The instruction fetch for Niagara II is only slightly modified. Niagara II statically predicts that branches will not be taken, and can speculatively execute past conditional branches with a relatively short 5 cycle mispredict penalty. First, the thread selection logic determines which threads are ready for instruction fetch. Unlike Niagara I, the fetch stage is decoupled from the pick stage. The goal of the instruction fetch is to keep each instruction buffer full, so the fetch selection policy is tailored to that objective. Events such as pipeline dependencies, cache misses and long latency instructions cause threads to go ‘inactive’. Among the active threads, a least recently fetched policy is used to fetch up to 4 instructions from a 32 byte line in the 16KB, 8 way associative L1I cache. The instruction cache also contains a simple prefetcher which can fetch the next sequential cache line.
The instruction fetch is unified, so that a single ported cache can be used. After fetching, the threads are partitioned into two groups, each having its own set of instruction buffers. Each thread group has an instruction selector which picks a single instruction from the four buffers to send to the decoder for execution. The least recently used ‘ready’ thread is picked each cycle with a preference for non-speculative execution. Since the instruction selection is independent, structural hazards (i.e. two instructions trying to use the same resource at once) can be introduced. The decoder detects and resolves structural hazards by delaying one of the contending instructions. A single bit LRU counter is used to alternate which thread group is delayed, to ensure fairness and forward progress. Once decoded, instructions are issued to the functional units.

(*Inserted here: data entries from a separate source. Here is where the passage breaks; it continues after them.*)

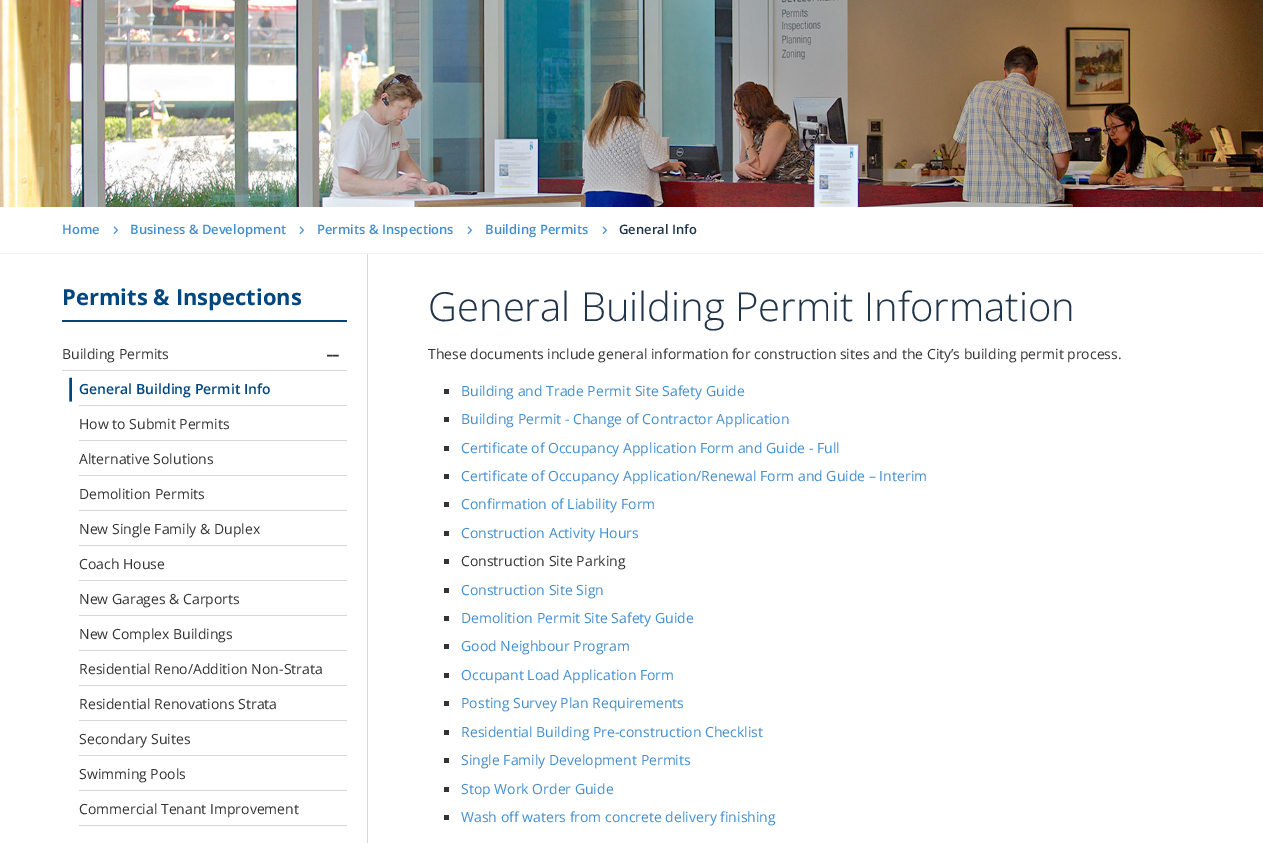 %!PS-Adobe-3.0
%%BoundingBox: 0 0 1263 843
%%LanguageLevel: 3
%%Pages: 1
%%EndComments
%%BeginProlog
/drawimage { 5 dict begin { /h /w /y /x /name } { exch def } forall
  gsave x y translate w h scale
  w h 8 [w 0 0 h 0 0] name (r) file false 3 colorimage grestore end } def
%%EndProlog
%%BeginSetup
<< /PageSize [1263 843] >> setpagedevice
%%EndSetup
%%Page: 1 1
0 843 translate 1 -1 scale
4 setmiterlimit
1 setgray
0 0 1263 843 rectfill
(images/1.raw) 0 0 1263 207 drawimage
0.945 0.945 0.949 setrgbcolor
0 253 1263 1 rectfill
(images/2.raw) 113 226 5 8 drawimage
(images/2.raw) 299 226 5 8 drawimage
(images/2.raw) 467 226 5 8 drawimage
(images/2.raw) 602 226 5 8 drawimage
0.839 0.843 0.855 setrgbcolor
367 254 1 589 rectfill
0 0.275 0.498 setrgbcolor
62 320 285 2 rectfill
0.839 0.843 0.855 setrgbcolor
62 370 285 1 rectfill
79 405 268 1 rectfill
79 440 268 1 rectfill
79 475 268 1 rectfill
79 510 268 1 rectfill
79 545 268 1 rectfill
79 580 268 1 rectfill
79 615 268 1 rectfill
79 650 268 1 rectfill
79 685 268 1 rectfill
79 720 268 1 rectfill
79 755 268 1 rectfill
79 790 268 1 rectfill
79 825 268 1 rectfill
0.2 setgray
444 389 5 5 rectfill
444 417 5 5 rectfill
444 446 5 5 rectfill
444 474 5 5 rectfill
444 502 5 5 rectfill
444 531 5 5 rectfill
444 559 5 5 rectfill
444 588 5 5 rectfill
444 616 5 5 rectfill
444 644 5 5 rectfill
444 673 5 5 rectfill
444 701 5 5 rectfill
444 730 5 5 rectfill
444 758 5 5 rectfill
444 787 5 5 rectfill
444 815 5 5 rectfill
/OpenSans-SemiBold [13 0 0 -13 0 0] selectfont
0.263 0.557 0.808 setrgbcolor
62 234 moveto (Home) show
130 234 moveto (Business & Development) show
317 234 moveto (Permits & Inspections) show
485 234 moveto (Building Permits) show
0.122 0.2 0.286 setrgbcolor
619 234 moveto (General Info) show
/OpenSans-Bold [22 0 0 -22 0 0] selectfont
0 0.275 0.498 setrgbcolor
62 305 moveto (Permits & Inspections) show
/OpenSans-Regular [14 0 0 -14 0 0] selectfont
0.2 setgray
62 359 moveto (Building Permits) show
/OpenSans-Regular [24 0 0 -24 0 0] selectfont
326 362 moveto -2 0 (--) ashow
/OpenSans-Bold [24 0 0 -24 0 0] selectfont
0 0.275 0.498 setrgbcolor
64 396 moveto (|) show
/OpenSans-SemiBold [14 0 0 -14 0 0] selectfont
79 394 moveto (General Building Permit Info) show
/OpenSans-Regular [14 0 0 -14 0 0] selectfont
0.2 setgray
79 429 moveto (How to Submit Permits) show
79 464 moveto (Alternative Solutions) show
79 499 moveto (Demolition Permits) show
79 534 moveto (New Single Family & Duplex) show
79 569 moveto (Coach House) show
79 604 moveto (New Garages & Carports) show
79 639 moveto (New Complex Buildings) show
79 674 moveto (Residential Reno/Addition Non-Strata) show
79 709 moveto (Residential Renovations Strata) show
79 744 moveto (Secondary Suites) show
79 779 moveto (Swimming Pools) show
79 814 moveto (Commercial Tenant Improvement) show
/OpenSans-Light [40 0 0 -40 0 0] selectfont
0.122 0.2 0.286 setrgbcolor
428 321 moveto (General Building Permit Information) show
/OpenSans-Regular [14 0 0 -14 0 0] selectfont
0.2 setgray
428 359 moveto (These documents include general information for construction sites and the City’s building permit process.) show
0.263 0.557 0.808 setrgbcolor
461 396 moveto (Building and Trade Permit Site Safety Guide) show
461 424 moveto (Building Permit - Change of Contractor Application) show
461 453 moveto (Certificate of Occupancy Application Form and Guide - Full) show
461 481 moveto (Certificate of Occupancy Application/Renewal Form and Guide – Interim) show
461 509 moveto (Confirmation of Liability Form) show
461 538 moveto (Construction Activity Hours) show
0.2 setgray
461 566 moveto (Construction Site Parking) show
0.263 0.557 0.808 setrgbcolor
461 595 moveto (Construction Site Sign) show
461 623 moveto (Demolition Permit Site Safety Guide) show
461 651 moveto (Good Neighbour Program) show
461 680 moveto (Occupant Load Application Form) show
461 708 moveto (Posting Survey Plan Requirements) show
461 737 moveto (Residential Building Pre-construction Checklist) show
461 765 moveto (Single Family Development Permits) show
461 794 moveto (Stop Work Order Guide) show
461 822 moveto (Wash off waters from concrete delivery finishing) show
showpage
%%EOF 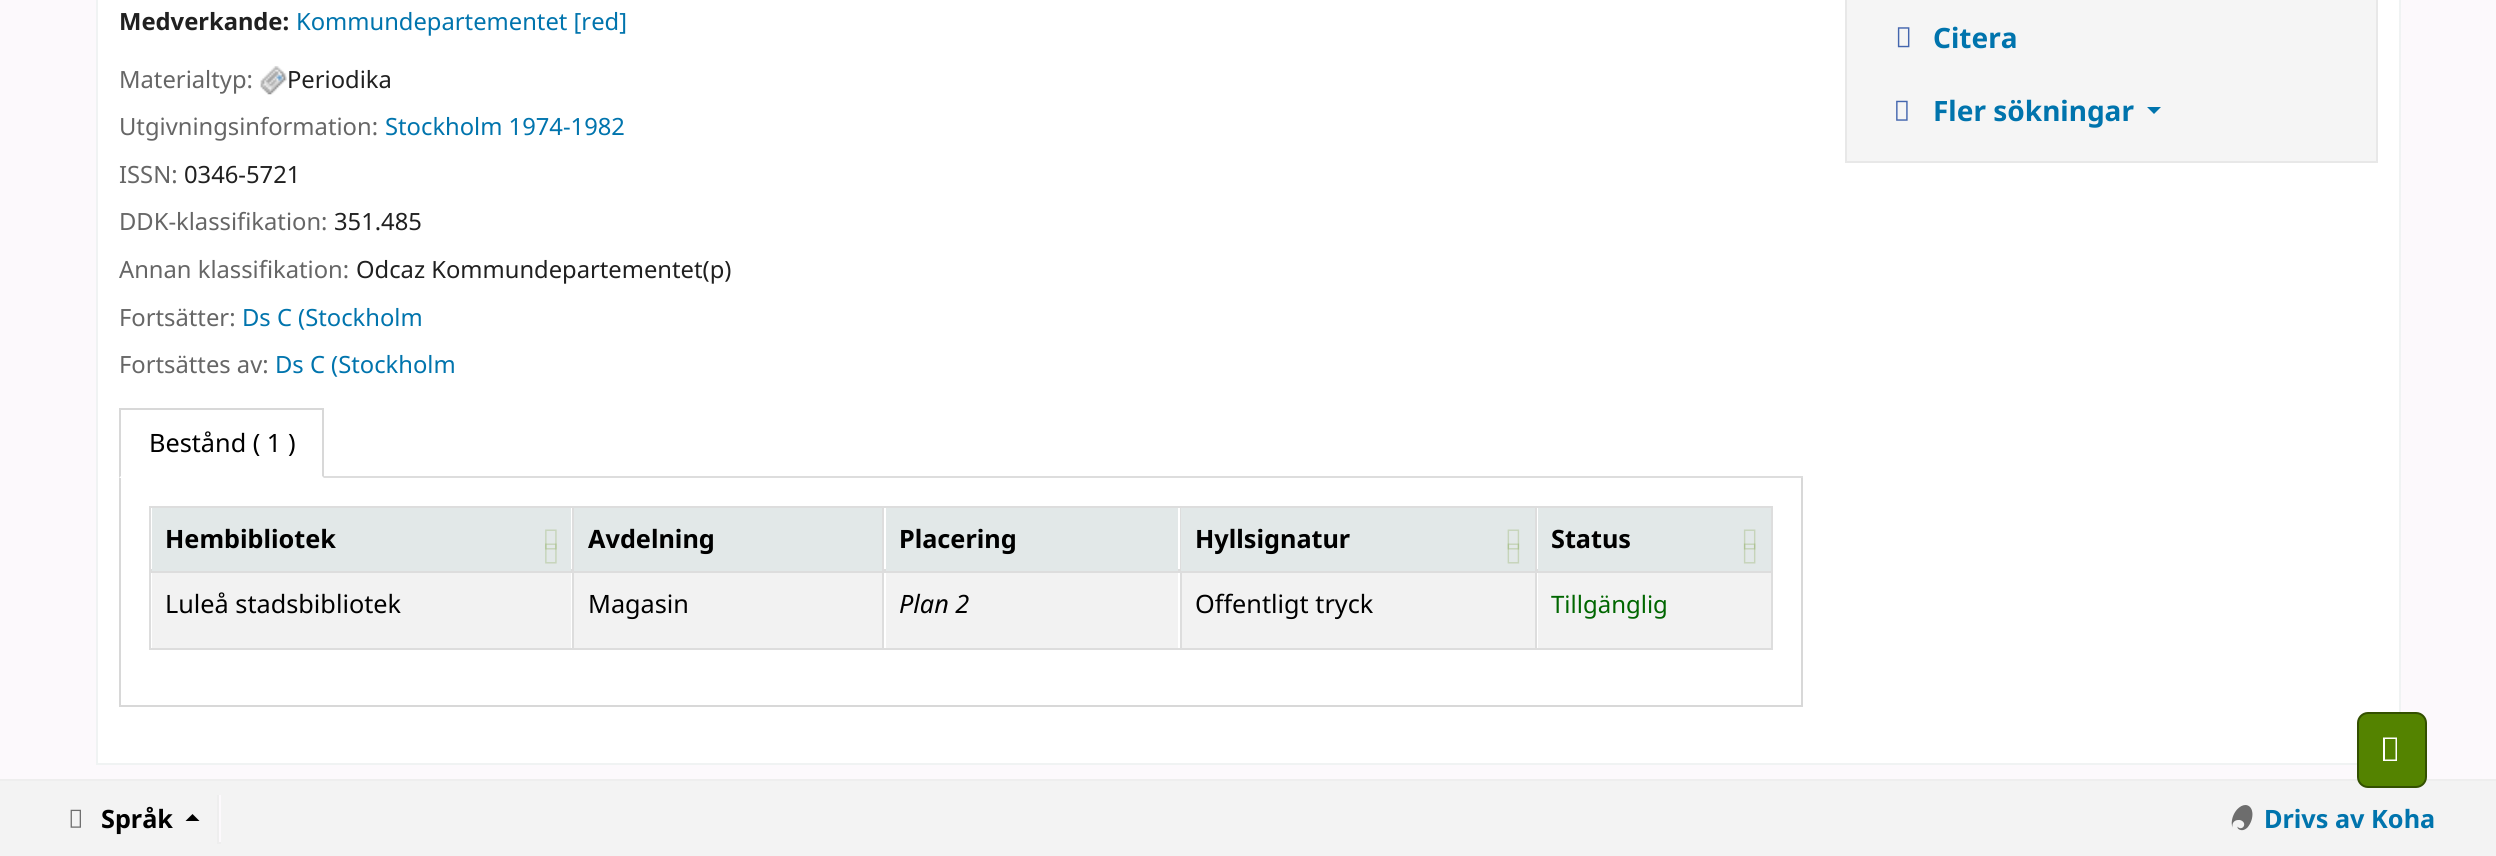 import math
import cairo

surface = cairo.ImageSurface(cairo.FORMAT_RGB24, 2496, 856)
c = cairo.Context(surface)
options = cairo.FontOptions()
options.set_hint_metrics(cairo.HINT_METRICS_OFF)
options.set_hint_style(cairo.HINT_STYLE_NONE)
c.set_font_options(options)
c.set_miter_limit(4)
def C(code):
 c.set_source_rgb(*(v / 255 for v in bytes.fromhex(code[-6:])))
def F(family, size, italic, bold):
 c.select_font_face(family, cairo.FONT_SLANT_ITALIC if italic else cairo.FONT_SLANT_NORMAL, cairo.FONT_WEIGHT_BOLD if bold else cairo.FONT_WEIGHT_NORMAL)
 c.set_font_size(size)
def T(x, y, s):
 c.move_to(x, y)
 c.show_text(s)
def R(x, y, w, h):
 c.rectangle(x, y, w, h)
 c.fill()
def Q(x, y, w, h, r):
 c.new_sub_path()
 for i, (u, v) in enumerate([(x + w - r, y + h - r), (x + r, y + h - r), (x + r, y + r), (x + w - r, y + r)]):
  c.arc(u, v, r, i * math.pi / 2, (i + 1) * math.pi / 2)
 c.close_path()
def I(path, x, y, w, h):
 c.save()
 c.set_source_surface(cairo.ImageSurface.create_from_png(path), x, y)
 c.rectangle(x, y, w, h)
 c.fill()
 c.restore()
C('fcf9fc')
c.paint()
C('ffffff')
c.rectangle(97,-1,2303,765)
c.fill_preserve()
C('f0f3f3')
c.stroke()
F('Noto Sans',23.75,0,1)
C('202020')
T(119,30,'Medverkande:')
F('Noto Sans',23.75,0,0)
C('0074ad')
T(296,30,'Kommundepartementet [red]')
C('666666')
T(119,88,'Materialtyp:')
I('1.png',260,66,27,29)
C('202020')
T(287,88,'Periodika')
C('666666')
T(119,135,'Utgivningsinformation:')
C('0074ad')
T(385,135,'Stockholm 1974-1982')
C('666666')
T(119,183,'ISSN:')
C('202020')
T(184,183,'0346-5721')
C('666666')
T(119,230,'DDK-klassifikation:')
C('202020')
T(334,230,'351.485')
C('666666')
T(119,278,'Annan klassifikation:')
C('202020')
T(356,278,'Odcaz Kommundepartementet(p)')
C('666666')
T(119,326,'Fortsätter:')
C('0074ad')
T(242,326,'Ds C (Stockholm')
C('666666')
T(119,373,'Fortsättes av:')
C('0074ad')
T(275,373,'Ds C (Stockholm')
C('dddddd')
R(324,476,1479,2)
C('d8d8d8')
R(119,408,205,2)
c.new_path()
c.move_to(324,408)
c.line_to(324,478)
c.line_to(322,476)
c.line_to(322,410)
c.close_path()
c.fill()
c.new_path()
c.move_to(119,478)
c.line_to(119,408)
c.line_to(121,410)
c.line_to(121,476)
c.close_path()
c.fill()
F('Noto Sans',25.25,0,0)
C('000000')
T(149,452,'Bestånd ( 1 )')
C('d8d8d8')
R(1801,478,2,229)
R(119,705,1684,2)
R(119,478,2,229)
C('dddddd')
R(149,506,1624,2)
R(149,569,1389,2)
C('e2e8e8')
R(152,508,419,63)
F('Noto Sans',25.25,0,1)
C('000000')
T(165,548,'Hembibliotek')
I('2.png',545,529,12,21)
I('3.png',545,543,12,21)
C('e2e8e8')
R(574,508,308,63)
C('000000')
T(588,548,'Avdelning')
C('e2e8e8')
R(886,508,292,63)
C('000000')
T(899,548,'Placering')
C('dddddd')
R(149,571,1624,2)
R(149,648,1624,2)
R(1180,506,2,143)
C('e2e8e8')
R(1181,508,354,63)
C('000000')
T(1195,548,'Hyllsignatur')
I('4.png',1507,529,13,21)
I('5.png',1507,543,13,21)
C('e2e8e8')
R(1538,508,233,63)
C('000000')
T(1551,548,'Status')
I('6.png',1743,529,13,21)
I('7.png',1743,543,13,21)
C('f2f2f2')
R(152,573,419,75)
C('dddddd')
R(149,506,2,143)
F('Noto Sans',25.25,0,0)
C('000000')
T(165,613,'Luleå stadsbibliotek')
C('f2f2f2')
R(574,573,308,75)
C('dddddd')
R(572,506,2,143)
C('000000')
T(588,613,'Magasin')
C('f2f2f2')
R(886,573,292,75)
C('dddddd')
R(882,506,2,143)
F('Noto Sans',25.25,1,0)
C('000000')
T(899,613,'Plan 2')
C('f2f2f2')
R(1182,573,353,75)
F('Noto Sans',25.25,0,0)
C('000000')
T(1195,613,'Offentligt tryck')
C('f2f2f2')
R(1538,573,233,75)
C('dddddd')
R(1771,506,2,143)
R(1535,506,2,143)
F('Noto Sans',24,0,0)
C('006600')
T(1551,613,'Tillgänglig')
C('f5f5f5')
c.rectangle(1846,-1,531,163)
c.fill_preserve()
C('e8e8e8')
c.stroke()
I('8.png',1897,27,13,21)
F('Noto Sans',28,0,1)
C('0074ad')
T(1933,48,'Citera')
I('9.png',1896,100,12,21)
T(1933,121,'Fler sökningar')
c.new_path()
c.move_to(2147,107)
c.line_to(2161,107)
c.line_to(2154,114)
c.close_path()
c.fill()
C('f3f3f3')
R(0,781,2496,75)
C('eeeeee')
R(0,779,2496,2)
C('548300')
Q(2358,713,68,74,10)
c.fill_preserve()
C('335000')
c.stroke()
C('ffffff')
c.new_path()
c.move_to(2383,761)
c.line_to(2383,737.5)
c.line_to(2397,737.5)
c.line_to(2397,761)
c.close_path()
c.move_to(2385,759.5)
c.line_to(2395.5,759.5)
c.line_to(2395.5,739)
c.line_to(2385,739)
c.close_path()
c.fill()
I('10.png',70,809,11,19)
F('Noto Sans',25.25,0,1)
C('000000')
T(101,828,'Språk')
c.new_path()
c.move_to(199.5,821)
c.line_to(185.5,821)
c.line_to(192.5,814)
c.close_path()
c.fill()
C('fcf9fc')
R(219,795,2,49)
C('eeeeee')
R(217,842,4,2)
R(217,795,2,49)
I('11.png',2231,805,22,26)
C('0074ad')
T(2264,828,'Drivs av Koha')
surface.write_to_png('o.png')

Each thread group has its own private ALU, which is also used for both address generation and most computation. Almost all instructions are issued directly to the ALU, but floating point and memory operations will flow through to their respective execution units. Each core shares a single FPU and a LSU between all 8 threads. The FPU is fed by a 256 entry 64 bit register file, with 32 registers per thread. The FPU supports Sun’s VIS 2.0 SIMD extensions and is fully pipelined, except for square root and divide (which can execute simultaneous to pipelined FP instructions from another thread) with a 12 stage basic pipeline. The FPU also handles more complex integer instructions such as multiply, divide and population count, while in Niagara I, these were handled by a dedicated ALU. Again, this is an instance of avoiding unnecessary replication; more complex integer instructions are just not common enough to merit dedicated hardware.
The SPU is a cryptographic coprocessor operating at full core frequency. The SPU handles common cryptographic algorithms such as SHA, MD5, AES, DES, etc. It contains a modular arithmetic unit (MAU), a cipher unit and a DMA engine to access memory. The MAU shares the FPU’s multiplier and is used for RSA and binary and integer modular polynomial elliptic curve calculations; staples of encryption workloads. The MAU uses a 160 entry 64 bit scratchpad that can sustain two reads and one write per cycle for storage. The bandwidth of the cipher and hash unit were designed to match Niagara II’s dual 10 gigabit Ethernet controllers, enabling “free encryption”.